Dataset:
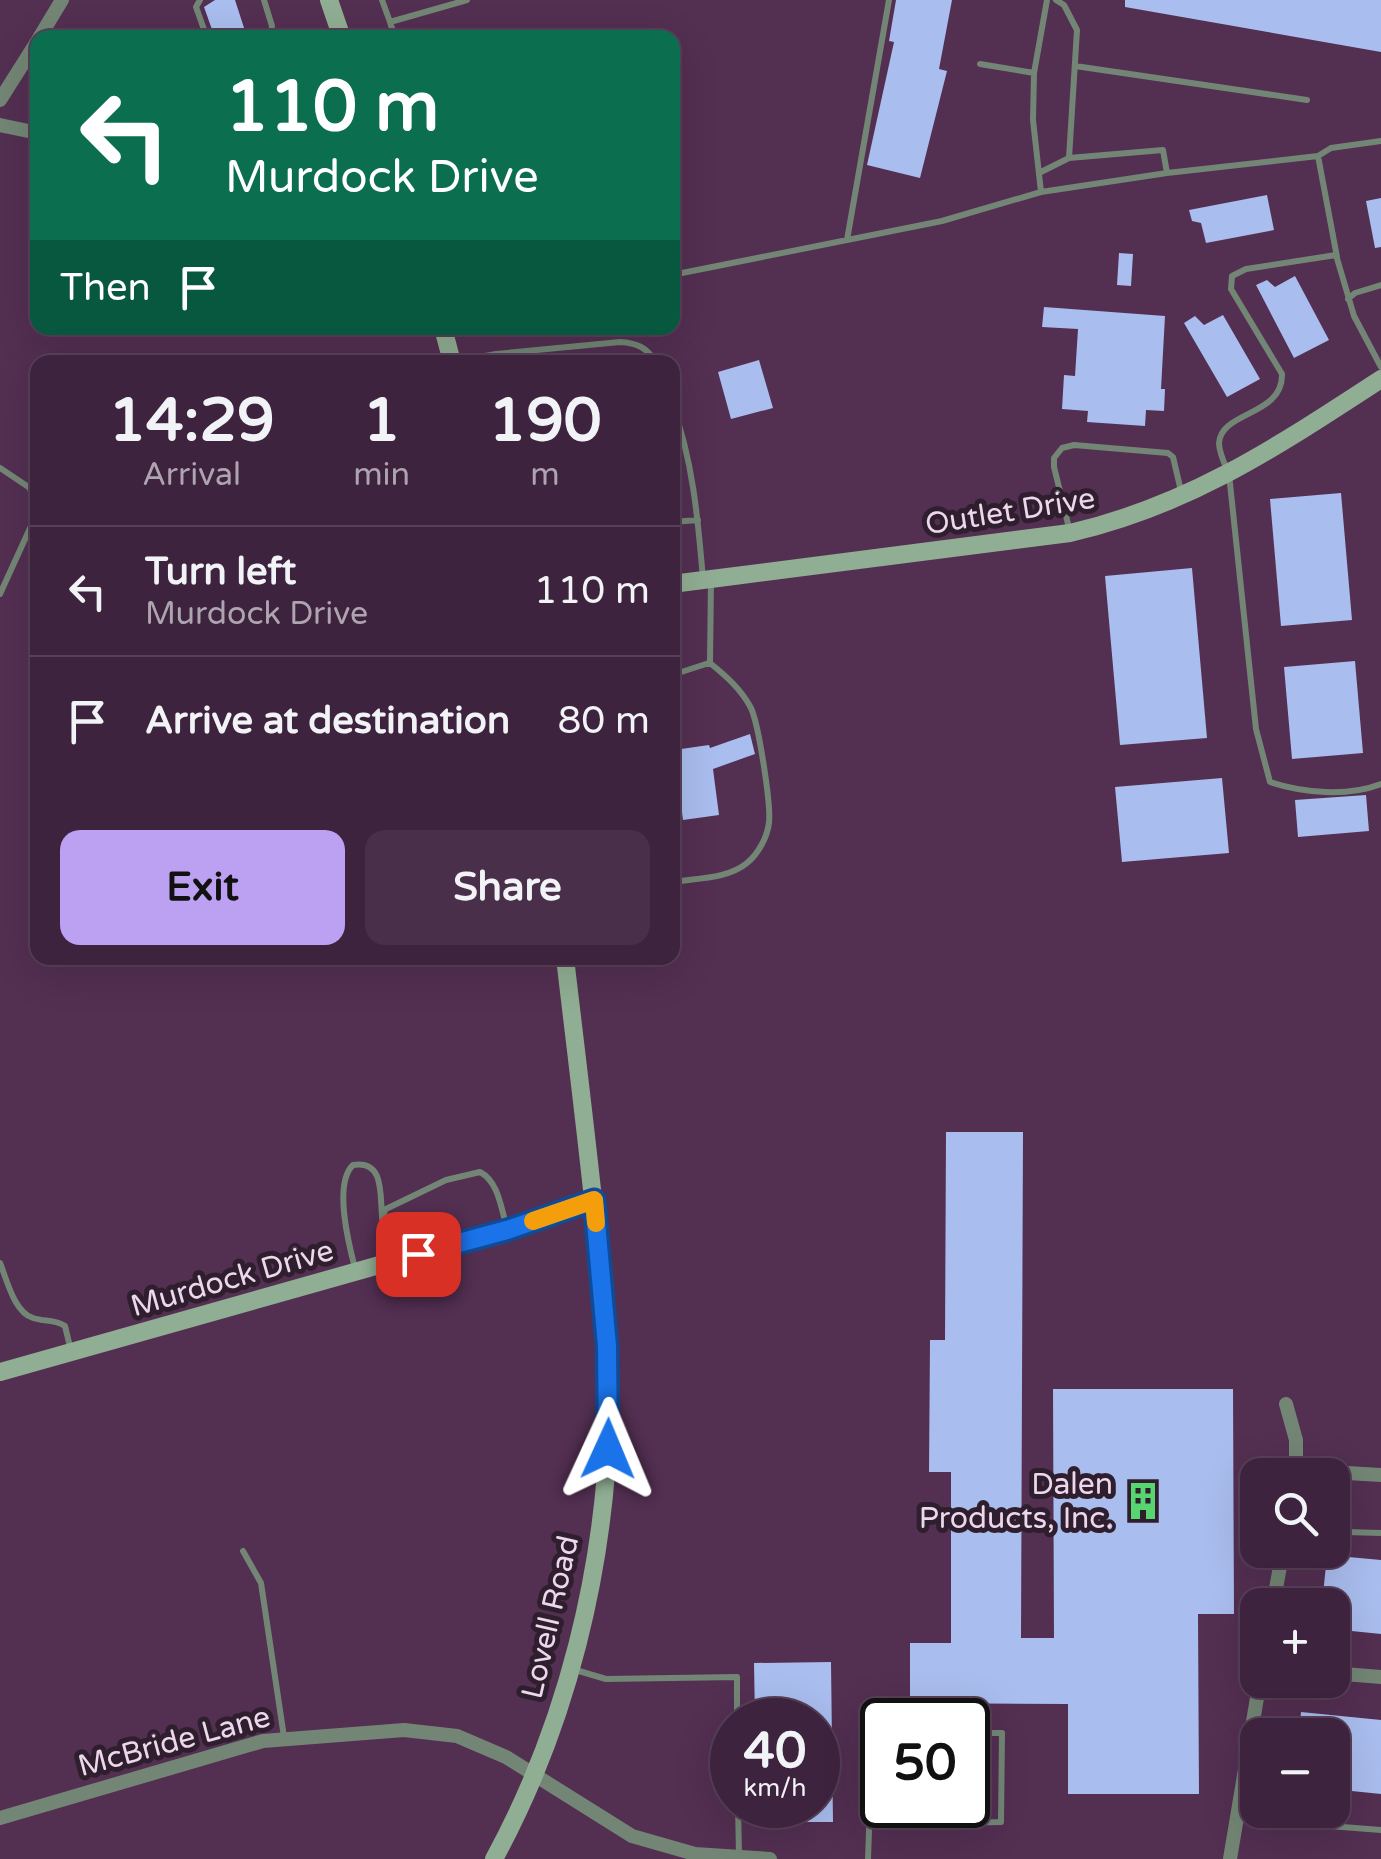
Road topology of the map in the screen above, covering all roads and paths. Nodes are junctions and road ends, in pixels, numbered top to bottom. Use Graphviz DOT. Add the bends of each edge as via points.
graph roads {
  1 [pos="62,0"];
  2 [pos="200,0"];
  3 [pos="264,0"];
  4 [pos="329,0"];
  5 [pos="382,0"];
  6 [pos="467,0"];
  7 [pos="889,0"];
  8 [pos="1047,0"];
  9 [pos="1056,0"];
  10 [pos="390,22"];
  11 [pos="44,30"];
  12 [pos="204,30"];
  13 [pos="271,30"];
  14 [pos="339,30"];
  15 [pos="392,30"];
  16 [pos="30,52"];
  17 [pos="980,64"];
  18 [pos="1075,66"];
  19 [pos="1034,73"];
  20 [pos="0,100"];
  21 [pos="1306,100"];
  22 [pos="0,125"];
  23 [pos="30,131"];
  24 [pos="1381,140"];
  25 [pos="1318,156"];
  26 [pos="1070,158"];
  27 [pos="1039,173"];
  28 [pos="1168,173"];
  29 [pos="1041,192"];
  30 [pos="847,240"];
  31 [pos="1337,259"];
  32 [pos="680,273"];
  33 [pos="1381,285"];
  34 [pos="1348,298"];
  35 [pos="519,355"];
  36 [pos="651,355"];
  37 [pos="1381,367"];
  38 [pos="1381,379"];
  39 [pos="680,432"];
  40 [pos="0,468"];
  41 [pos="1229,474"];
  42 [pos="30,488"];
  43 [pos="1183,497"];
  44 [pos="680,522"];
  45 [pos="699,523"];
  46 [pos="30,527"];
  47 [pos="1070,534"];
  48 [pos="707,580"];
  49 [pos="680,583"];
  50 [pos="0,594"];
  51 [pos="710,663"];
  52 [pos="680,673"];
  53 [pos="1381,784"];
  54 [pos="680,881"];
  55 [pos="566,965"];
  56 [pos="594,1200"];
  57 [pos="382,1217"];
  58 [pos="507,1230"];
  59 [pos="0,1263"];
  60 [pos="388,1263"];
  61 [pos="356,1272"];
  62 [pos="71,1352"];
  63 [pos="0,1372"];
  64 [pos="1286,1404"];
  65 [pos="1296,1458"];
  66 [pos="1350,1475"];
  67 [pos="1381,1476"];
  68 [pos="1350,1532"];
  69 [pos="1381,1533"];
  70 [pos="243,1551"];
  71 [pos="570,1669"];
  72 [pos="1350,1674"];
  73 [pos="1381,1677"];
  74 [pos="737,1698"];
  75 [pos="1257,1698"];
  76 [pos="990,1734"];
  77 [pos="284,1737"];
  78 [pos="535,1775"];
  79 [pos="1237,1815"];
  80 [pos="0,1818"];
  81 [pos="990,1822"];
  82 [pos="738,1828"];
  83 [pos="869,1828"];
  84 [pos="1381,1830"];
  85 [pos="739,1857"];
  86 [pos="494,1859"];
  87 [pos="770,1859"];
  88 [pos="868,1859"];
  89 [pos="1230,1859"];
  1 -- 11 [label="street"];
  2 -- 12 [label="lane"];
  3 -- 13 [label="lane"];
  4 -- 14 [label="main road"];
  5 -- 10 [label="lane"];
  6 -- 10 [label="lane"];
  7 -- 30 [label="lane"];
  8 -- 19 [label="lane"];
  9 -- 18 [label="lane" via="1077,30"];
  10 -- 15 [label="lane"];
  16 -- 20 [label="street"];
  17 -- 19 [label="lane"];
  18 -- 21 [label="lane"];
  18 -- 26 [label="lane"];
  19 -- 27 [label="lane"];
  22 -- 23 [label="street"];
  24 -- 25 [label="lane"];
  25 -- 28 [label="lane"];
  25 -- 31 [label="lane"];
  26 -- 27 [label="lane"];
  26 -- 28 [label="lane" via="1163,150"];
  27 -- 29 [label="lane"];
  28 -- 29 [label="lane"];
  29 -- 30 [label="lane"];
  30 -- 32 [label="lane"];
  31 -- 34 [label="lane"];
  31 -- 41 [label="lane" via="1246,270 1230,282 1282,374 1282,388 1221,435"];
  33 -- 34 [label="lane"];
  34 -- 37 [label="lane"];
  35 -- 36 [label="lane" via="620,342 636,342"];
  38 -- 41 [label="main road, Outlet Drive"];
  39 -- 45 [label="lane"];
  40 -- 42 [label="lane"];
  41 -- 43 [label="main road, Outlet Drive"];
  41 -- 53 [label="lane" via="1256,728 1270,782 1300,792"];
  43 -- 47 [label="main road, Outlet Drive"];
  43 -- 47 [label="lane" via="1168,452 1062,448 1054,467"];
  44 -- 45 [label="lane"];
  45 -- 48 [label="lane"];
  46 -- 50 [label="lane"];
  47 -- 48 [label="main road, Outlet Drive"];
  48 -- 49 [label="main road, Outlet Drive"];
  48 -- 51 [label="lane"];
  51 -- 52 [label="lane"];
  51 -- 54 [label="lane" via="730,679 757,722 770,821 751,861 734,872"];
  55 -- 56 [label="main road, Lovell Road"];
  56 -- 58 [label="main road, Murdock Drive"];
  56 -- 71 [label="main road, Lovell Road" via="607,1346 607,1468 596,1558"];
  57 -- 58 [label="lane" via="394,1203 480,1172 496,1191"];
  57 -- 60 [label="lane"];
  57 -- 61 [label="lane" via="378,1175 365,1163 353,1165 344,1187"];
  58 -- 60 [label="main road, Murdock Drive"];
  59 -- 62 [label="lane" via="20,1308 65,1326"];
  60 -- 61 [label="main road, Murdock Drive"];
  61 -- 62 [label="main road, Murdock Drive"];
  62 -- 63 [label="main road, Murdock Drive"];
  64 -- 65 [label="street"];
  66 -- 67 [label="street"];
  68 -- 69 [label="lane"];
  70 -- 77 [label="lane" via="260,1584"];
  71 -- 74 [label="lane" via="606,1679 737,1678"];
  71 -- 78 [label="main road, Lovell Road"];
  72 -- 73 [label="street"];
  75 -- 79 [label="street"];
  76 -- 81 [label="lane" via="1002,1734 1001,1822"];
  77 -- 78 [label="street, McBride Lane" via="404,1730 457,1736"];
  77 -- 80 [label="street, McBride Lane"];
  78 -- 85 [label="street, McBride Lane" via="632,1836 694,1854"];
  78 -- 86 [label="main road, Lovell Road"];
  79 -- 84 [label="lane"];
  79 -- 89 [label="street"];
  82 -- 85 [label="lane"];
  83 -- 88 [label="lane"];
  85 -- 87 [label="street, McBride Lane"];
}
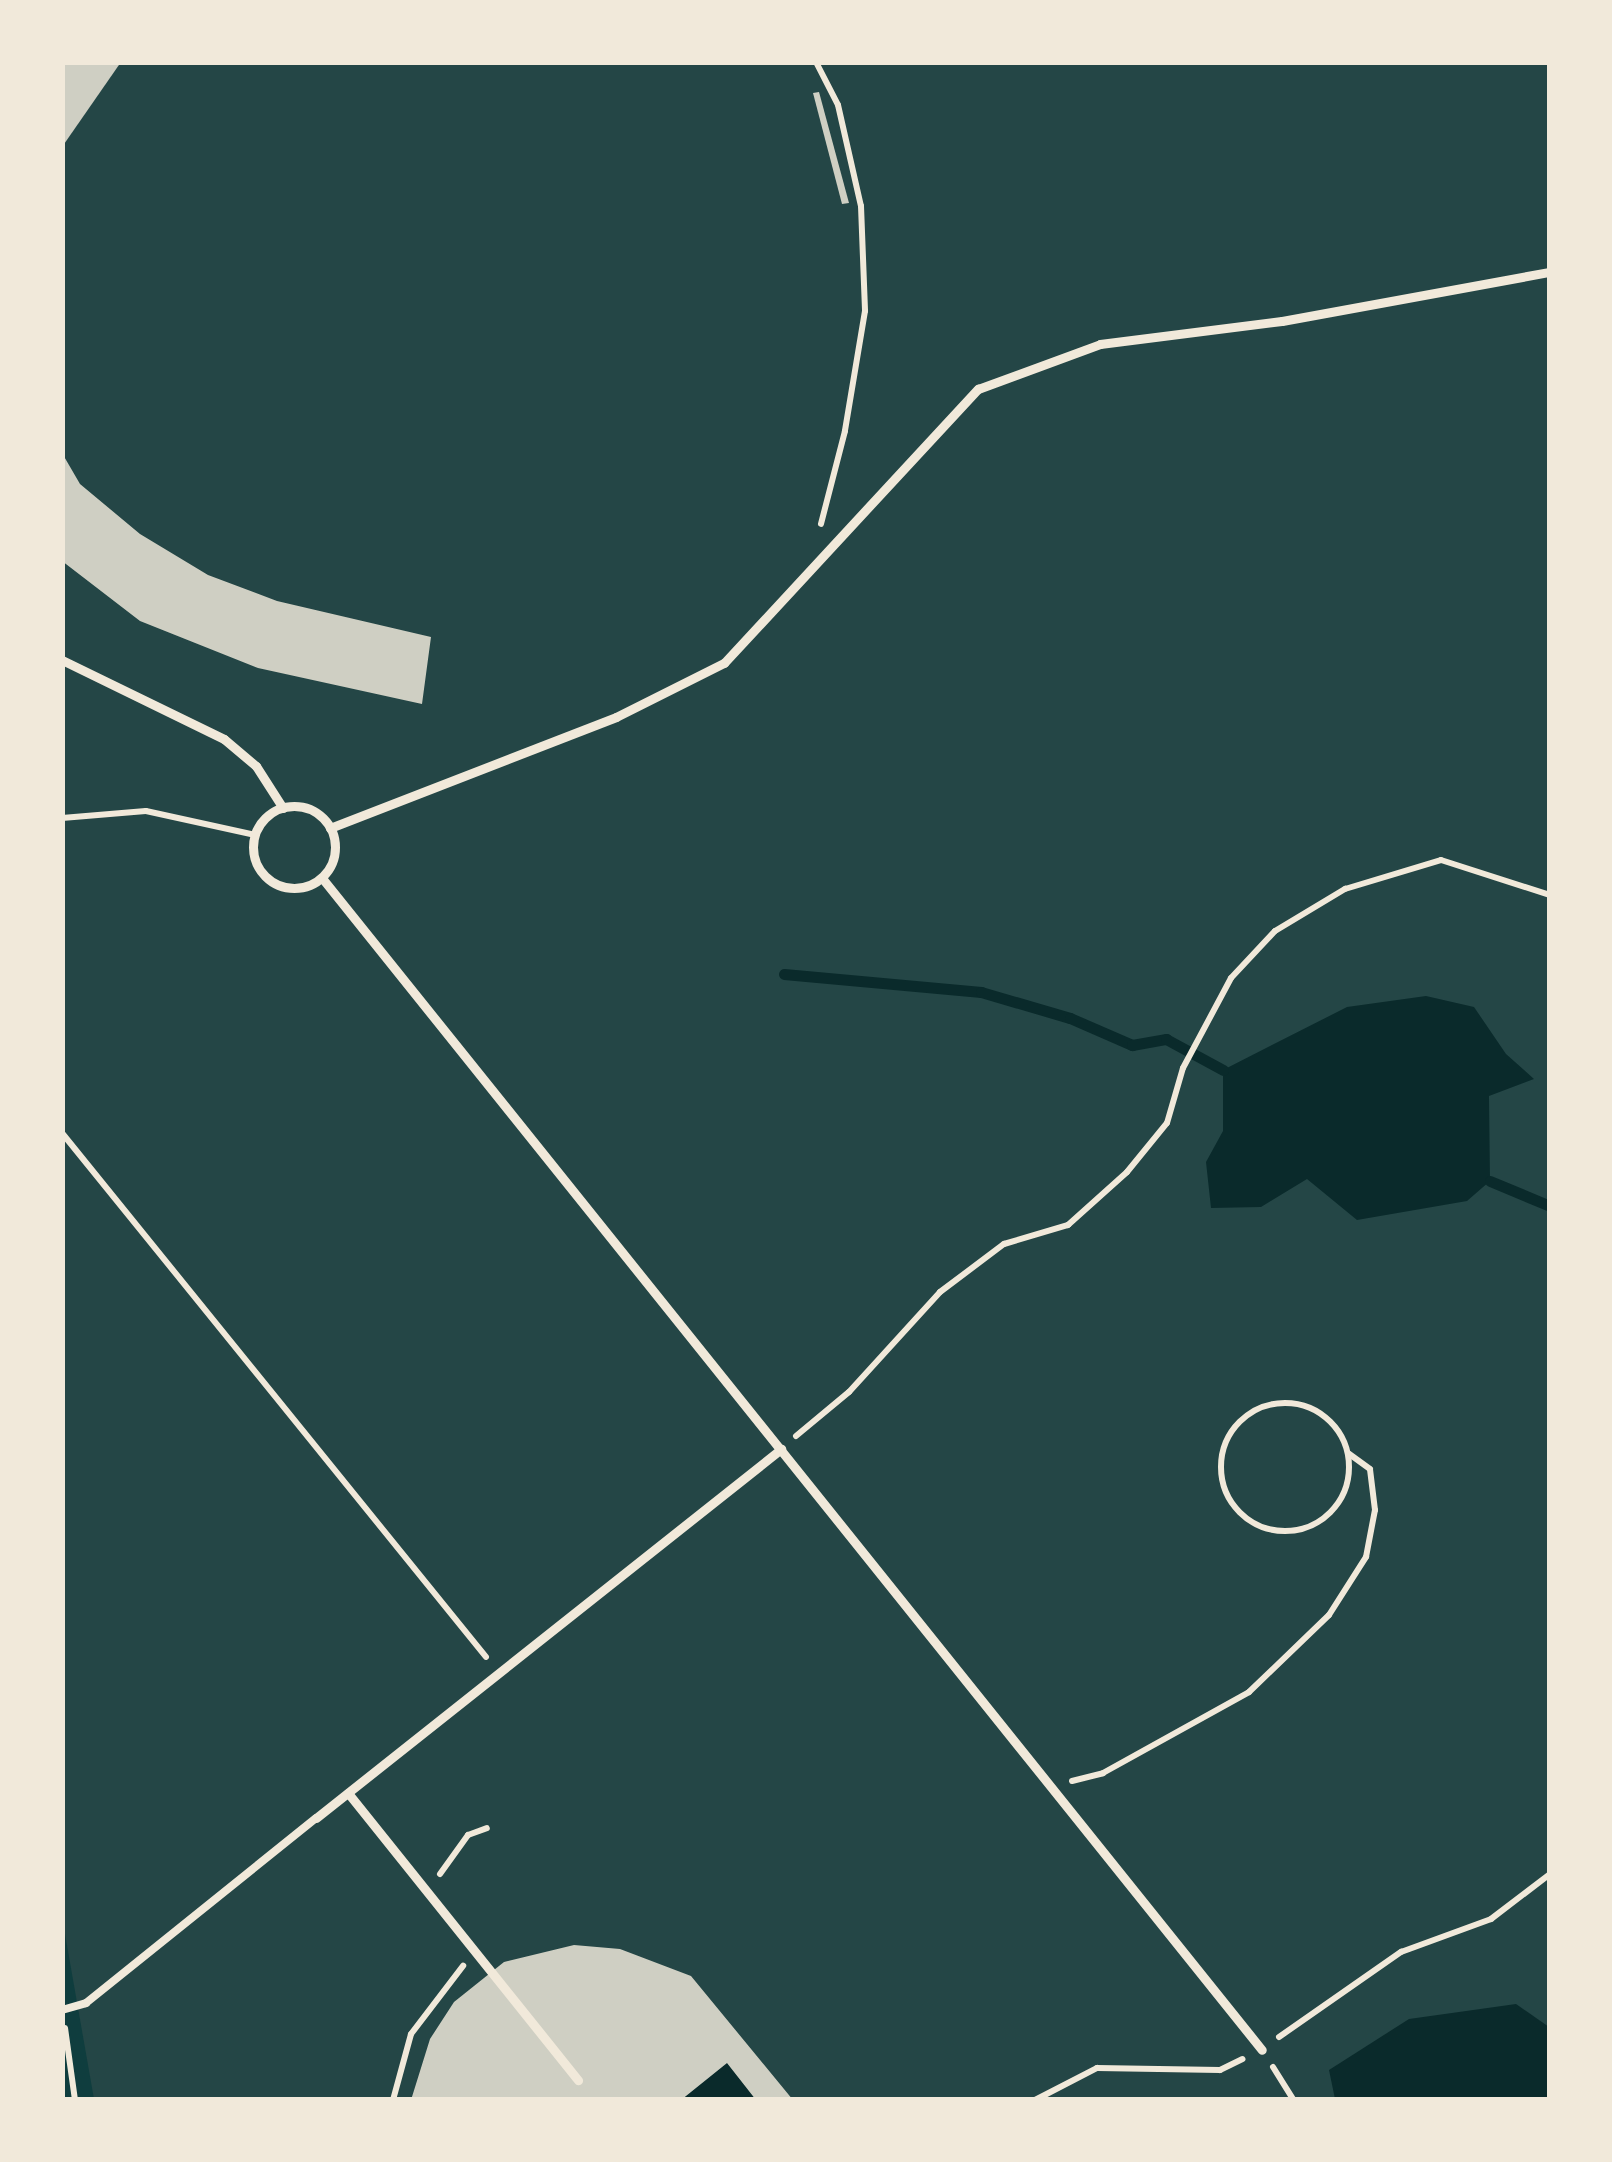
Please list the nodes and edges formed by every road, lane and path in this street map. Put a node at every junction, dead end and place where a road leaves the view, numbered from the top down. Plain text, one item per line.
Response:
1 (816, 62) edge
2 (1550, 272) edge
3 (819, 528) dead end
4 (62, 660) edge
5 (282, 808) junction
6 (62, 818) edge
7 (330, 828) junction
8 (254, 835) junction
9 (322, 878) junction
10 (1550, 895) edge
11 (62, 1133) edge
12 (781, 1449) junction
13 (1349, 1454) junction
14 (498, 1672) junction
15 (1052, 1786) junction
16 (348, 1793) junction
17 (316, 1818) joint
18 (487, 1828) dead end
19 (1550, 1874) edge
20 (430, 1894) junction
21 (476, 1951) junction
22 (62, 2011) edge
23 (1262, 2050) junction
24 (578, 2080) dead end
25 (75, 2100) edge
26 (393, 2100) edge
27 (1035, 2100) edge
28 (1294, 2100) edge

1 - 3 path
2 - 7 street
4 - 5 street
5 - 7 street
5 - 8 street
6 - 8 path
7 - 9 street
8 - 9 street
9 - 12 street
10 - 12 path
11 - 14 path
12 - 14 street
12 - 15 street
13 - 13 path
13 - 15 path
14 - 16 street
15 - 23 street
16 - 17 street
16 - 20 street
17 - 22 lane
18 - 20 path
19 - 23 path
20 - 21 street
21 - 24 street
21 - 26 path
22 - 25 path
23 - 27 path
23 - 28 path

Your task: The line that contains "Please list the", the final line of the listing, and every line between them are to be retyped exactly; nothing else.

Worked solution:
Please list the nodes and edges formed by every road, lane and path in this street map. Put a node at every junction, dead end and place where a road leaves the view, numbered from the top down. Plain text, one item per line.
Response:
1 (816, 62) edge
2 (1550, 272) edge
3 (819, 528) dead end
4 (62, 660) edge
5 (282, 808) junction
6 (62, 818) edge
7 (330, 828) junction
8 (254, 835) junction
9 (322, 878) junction
10 (1550, 895) edge
11 (62, 1133) edge
12 (781, 1449) junction
13 (1349, 1454) junction
14 (498, 1672) junction
15 (1052, 1786) junction
16 (348, 1793) junction
17 (316, 1818) joint
18 (487, 1828) dead end
19 (1550, 1874) edge
20 (430, 1894) junction
21 (476, 1951) junction
22 (62, 2011) edge
23 (1262, 2050) junction
24 (578, 2080) dead end
25 (75, 2100) edge
26 (393, 2100) edge
27 (1035, 2100) edge
28 (1294, 2100) edge

1 - 3 path
2 - 7 street
4 - 5 street
5 - 7 street
5 - 8 street
6 - 8 path
7 - 9 street
8 - 9 street
9 - 12 street
10 - 12 path
11 - 14 path
12 - 14 street
12 - 15 street
13 - 13 path
13 - 15 path
14 - 16 street
15 - 23 street
16 - 17 street
16 - 20 street
17 - 22 lane
18 - 20 path
19 - 23 path
20 - 21 street
21 - 24 street
21 - 26 path
22 - 25 path
23 - 27 path
23 - 28 path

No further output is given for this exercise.